Strategy urgently needed for Superbug outbreak
20 February, 2004
National strategy urgently needed for Superbug outbreak
The outbreak of a superbug that has affected 120 people in Dunedin is extremely serious and is a warning that antibiotic resistant bacteria are spreading rapidly in New Zealand, Green Health spokesperson Sue Kedgley said today.
"E coli is the most common cause of urinary tract infection and an E coli that is resistant to the antibiotic Gentomycin - as this one is - is extremely serious," said Ms Kedgley, following reports of an outbreak of multi-resistant E. coli sweeping through 10 rest homes.
"Gentomycin is the main drug used in hospitals for blood poisoning, and if a common bacteria such as E Coli is resistant to it, one has to wonder what doctors will use now to treat these common infections," she said.
Ms Kedgley said the outbreak had obviously been going on for some time without the community being aware of it. "Clearly officials are trying to downplay outbreaks of antibiotic resistant bacteria and to conceal them from the public.
"Interestingly, the Health Select Committee has been investigating the issue of antibiotic resistance, yet officials have failed to mention this or other serious outbreaks of antibiotic resistance that have been taking place in communities for some time."
Ms Kedgley noted that officials had conceded that similar outbreaks had been occurring in other regions, and she would press them to inform the public as to where these other outbreaks were.
"The public is entitled to know that there are serious outbreaks of antibiotic resistant superbugs in their communities.

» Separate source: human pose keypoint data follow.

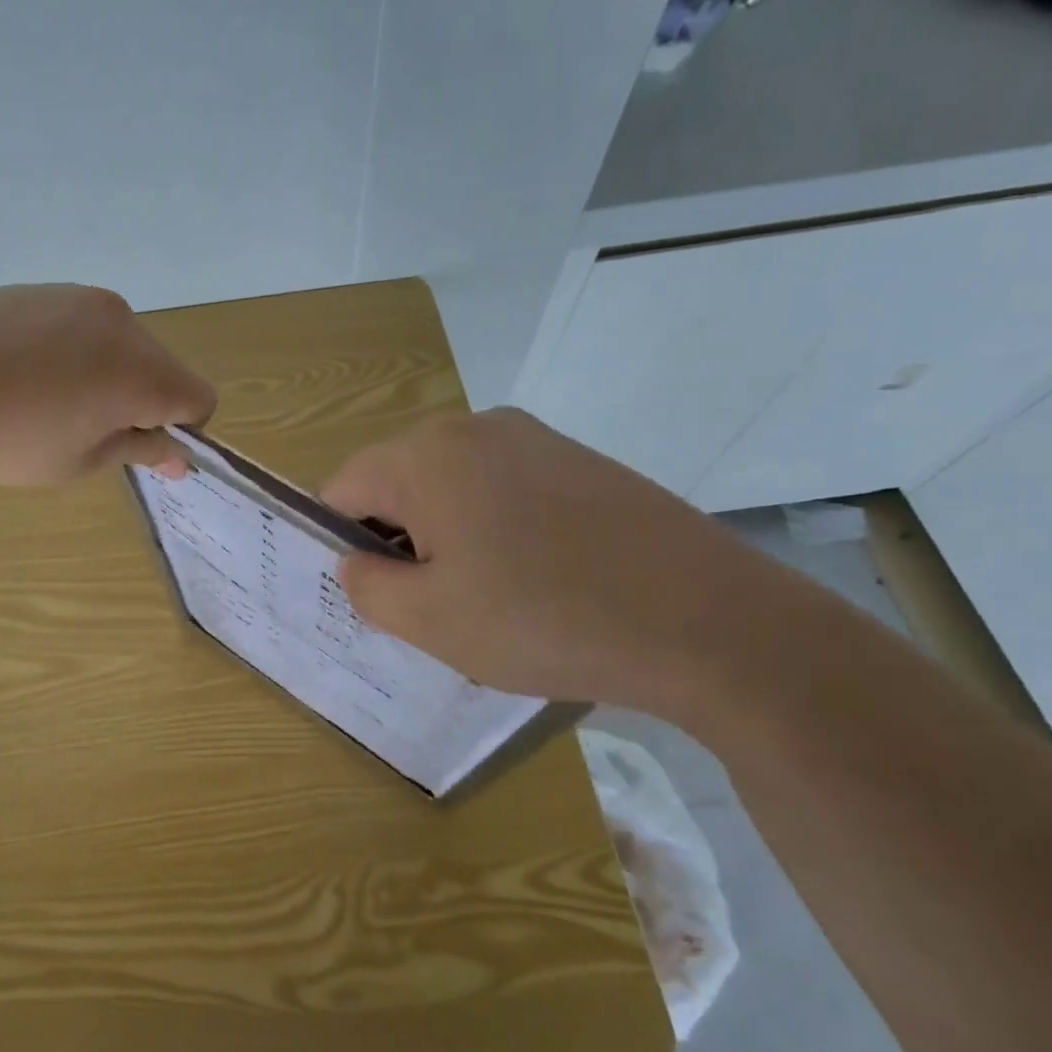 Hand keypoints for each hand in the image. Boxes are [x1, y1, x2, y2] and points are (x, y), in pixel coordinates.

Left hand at [0, 285, 217, 485]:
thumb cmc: (4, 439)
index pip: (198, 398)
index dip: (179, 431)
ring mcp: (78, 297)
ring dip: (107, 374)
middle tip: (84, 431)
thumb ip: (139, 452)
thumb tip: (179, 456)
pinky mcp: (41, 288)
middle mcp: (121, 322)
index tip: (135, 447)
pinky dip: (74, 351)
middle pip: (162, 367)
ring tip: (46, 400)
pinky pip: (82, 325)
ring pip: (122, 344)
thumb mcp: (79, 463)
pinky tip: (21, 372)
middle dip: (142, 401)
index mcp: (140, 369)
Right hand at [321, 409, 788, 716]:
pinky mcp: (579, 460)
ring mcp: (534, 438)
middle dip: (396, 539)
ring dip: (445, 534)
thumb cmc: (544, 620)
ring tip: (486, 595)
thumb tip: (356, 561)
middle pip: (397, 481)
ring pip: (451, 485)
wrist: (710, 623)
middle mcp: (473, 428)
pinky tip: (534, 576)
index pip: (342, 489)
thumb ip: (366, 586)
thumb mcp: (429, 620)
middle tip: (428, 604)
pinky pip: (503, 487)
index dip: (341, 543)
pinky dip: (494, 526)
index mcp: (425, 457)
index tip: (371, 593)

It is totally unacceptable for health officials to try to conceal them from the public or to downplay their significance.
"It is obvious that much stricter, national standards of infection control are needed in New Zealand. There is significant variation between District Health Boards as to standards of infection control. This is totally unacceptable.
"It's astonishing that there is no policy for the notification, detection and transmission of multiply antibiotic resistant organisms other than MRSA. A DHB may or may not choose to acknowledge the existence of a serious threat to patient outcome, depending on the attitudes of management and other hospital staff."
Ms Kedgley said all DHB's in New Zealand should be required to report in their annual reports each year on outbreaks of superbugs in their hospitals and communities.